**About this exercise**
All lines in the listing below from the one containing "Enumerate all labels, markers and interface elements in this" through the last should be written out exactly, and only those.

**Records supplied**
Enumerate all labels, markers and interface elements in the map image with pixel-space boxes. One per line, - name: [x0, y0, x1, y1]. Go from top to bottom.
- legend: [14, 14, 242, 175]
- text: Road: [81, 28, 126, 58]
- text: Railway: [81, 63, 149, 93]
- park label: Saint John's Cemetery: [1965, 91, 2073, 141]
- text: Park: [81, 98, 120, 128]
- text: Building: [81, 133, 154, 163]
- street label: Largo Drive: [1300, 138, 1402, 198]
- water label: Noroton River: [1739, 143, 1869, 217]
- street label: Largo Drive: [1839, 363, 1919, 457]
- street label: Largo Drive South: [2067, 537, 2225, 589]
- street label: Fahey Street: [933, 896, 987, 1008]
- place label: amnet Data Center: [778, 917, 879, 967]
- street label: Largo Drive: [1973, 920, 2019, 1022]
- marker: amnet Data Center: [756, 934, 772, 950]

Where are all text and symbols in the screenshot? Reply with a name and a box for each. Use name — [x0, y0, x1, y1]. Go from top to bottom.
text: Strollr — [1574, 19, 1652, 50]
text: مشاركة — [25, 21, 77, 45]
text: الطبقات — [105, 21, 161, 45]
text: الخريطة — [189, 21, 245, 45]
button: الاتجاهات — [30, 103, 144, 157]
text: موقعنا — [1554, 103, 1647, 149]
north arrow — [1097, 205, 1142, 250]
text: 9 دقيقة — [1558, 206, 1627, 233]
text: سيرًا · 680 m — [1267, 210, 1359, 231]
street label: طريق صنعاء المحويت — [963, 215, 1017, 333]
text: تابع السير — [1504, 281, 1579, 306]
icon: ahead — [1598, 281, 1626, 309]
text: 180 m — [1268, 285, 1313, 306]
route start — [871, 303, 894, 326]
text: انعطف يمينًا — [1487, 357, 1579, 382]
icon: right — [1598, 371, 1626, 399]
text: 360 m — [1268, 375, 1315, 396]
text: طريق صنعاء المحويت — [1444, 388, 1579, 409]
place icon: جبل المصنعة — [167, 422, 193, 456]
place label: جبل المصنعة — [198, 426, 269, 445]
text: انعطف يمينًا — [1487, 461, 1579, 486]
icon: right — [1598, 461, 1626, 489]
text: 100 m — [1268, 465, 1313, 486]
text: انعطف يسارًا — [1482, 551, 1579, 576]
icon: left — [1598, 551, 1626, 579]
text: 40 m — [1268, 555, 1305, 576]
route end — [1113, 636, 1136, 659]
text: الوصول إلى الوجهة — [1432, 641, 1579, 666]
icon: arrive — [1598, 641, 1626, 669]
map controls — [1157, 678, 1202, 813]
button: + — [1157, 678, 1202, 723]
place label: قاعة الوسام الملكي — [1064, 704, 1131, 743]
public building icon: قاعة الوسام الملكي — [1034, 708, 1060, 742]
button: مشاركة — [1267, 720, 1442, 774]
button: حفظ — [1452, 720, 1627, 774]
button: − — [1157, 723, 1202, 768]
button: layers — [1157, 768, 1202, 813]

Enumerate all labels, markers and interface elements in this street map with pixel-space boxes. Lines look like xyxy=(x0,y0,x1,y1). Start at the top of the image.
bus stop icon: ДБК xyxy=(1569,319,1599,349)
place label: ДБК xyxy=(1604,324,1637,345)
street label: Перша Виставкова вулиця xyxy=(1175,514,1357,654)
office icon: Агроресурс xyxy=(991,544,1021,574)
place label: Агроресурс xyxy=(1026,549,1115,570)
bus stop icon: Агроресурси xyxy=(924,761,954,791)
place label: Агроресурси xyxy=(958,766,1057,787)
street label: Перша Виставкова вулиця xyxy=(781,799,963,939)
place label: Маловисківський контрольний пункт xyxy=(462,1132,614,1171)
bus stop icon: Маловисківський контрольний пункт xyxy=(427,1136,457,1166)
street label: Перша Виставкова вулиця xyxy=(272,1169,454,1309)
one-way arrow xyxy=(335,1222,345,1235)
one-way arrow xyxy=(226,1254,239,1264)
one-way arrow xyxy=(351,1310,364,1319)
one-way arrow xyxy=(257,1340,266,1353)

**Exercise response**
Enumerate all labels, markers and interface elements in this street map with pixel-space boxes. Lines look like xyxy=(x0,y0,x1,y1). Start at the top of the image.
bus stop icon: ДБК xyxy=(1569,319,1599,349)
place label: ДБК xyxy=(1604,324,1637,345)
street label: Перша Виставкова вулиця xyxy=(1175,514,1357,654)
office icon: Агроресурс xyxy=(991,544,1021,574)
place label: Агроресурс xyxy=(1026,549,1115,570)
bus stop icon: Агроресурси xyxy=(924,761,954,791)
place label: Агроресурси xyxy=(958,766,1057,787)
street label: Перша Виставкова вулиця xyxy=(781,799,963,939)
place label: Маловисківський контрольний пункт xyxy=(462,1132,614,1171)
bus stop icon: Маловисківський контрольний пункт xyxy=(427,1136,457,1166)
street label: Перша Виставкова вулиця xyxy=(272,1169,454,1309)
one-way arrow xyxy=(335,1222,345,1235)
one-way arrow xyxy=(226,1254,239,1264)
one-way arrow xyxy=(351,1310,364,1319)
one-way arrow xyxy=(257,1340,266,1353)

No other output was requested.